The whole point of choosing this pair is that there is a retract $r : \Bbb T \to A$ which, after applying the $H_\bullet$ functor, gives a left-inverse for the map $H_\bullet(A) \to H_\bullet(\Bbb T)$ induced by the inclusion, which proves injectivity of this map. Thus, the snake maps $\partial$ are all zero
Thus, at each $k$, the long exact sequence reduces to the split (the section being $H_\bullet(r)$) exact sequence
$$0 \to H_k(A) \to H_k(\Bbb T) \to H_k(\Bbb T, A) \to 0$$
Thus, $H_k(\Bbb T) \cong H_k(A) \oplus H_k(\Bbb T, A)$ which is $\Bbb Z \oplus \Bbb Z$ for $k = 1$, $\Bbb Z$ for $k = 2$ and trivial otherwise.

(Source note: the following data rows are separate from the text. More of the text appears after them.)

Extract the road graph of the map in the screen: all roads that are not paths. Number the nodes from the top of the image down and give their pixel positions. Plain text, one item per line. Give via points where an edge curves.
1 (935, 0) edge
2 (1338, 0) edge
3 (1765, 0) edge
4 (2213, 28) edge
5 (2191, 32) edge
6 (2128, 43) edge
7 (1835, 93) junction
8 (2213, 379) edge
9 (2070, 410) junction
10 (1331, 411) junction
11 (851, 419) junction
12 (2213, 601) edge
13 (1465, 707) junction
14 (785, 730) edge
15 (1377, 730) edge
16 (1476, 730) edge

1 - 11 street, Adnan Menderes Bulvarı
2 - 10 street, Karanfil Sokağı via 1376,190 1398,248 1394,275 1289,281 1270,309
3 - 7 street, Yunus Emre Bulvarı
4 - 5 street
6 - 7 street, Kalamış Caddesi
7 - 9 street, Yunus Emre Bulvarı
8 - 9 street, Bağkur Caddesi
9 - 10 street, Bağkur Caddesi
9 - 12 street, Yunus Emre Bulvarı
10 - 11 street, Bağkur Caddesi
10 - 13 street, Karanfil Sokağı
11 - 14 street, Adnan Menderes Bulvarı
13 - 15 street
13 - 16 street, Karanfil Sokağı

To add, $H_\bullet(S^2 \vee S^1)$ can be computed in a similar vein, without using Mayer-Vietoris sequence, by taking the CW-pair $(S^2 \vee S^1, S^2)$. There is the retract $S^2 \vee S^1 \to S^2$ by collapsing the circle to the wedged point, which gives a left-inverse for $H_\bullet(S^1) \to H_\bullet(S^2 \vee S^1)$ induced from inclusion as well as a section for the short exact sequence.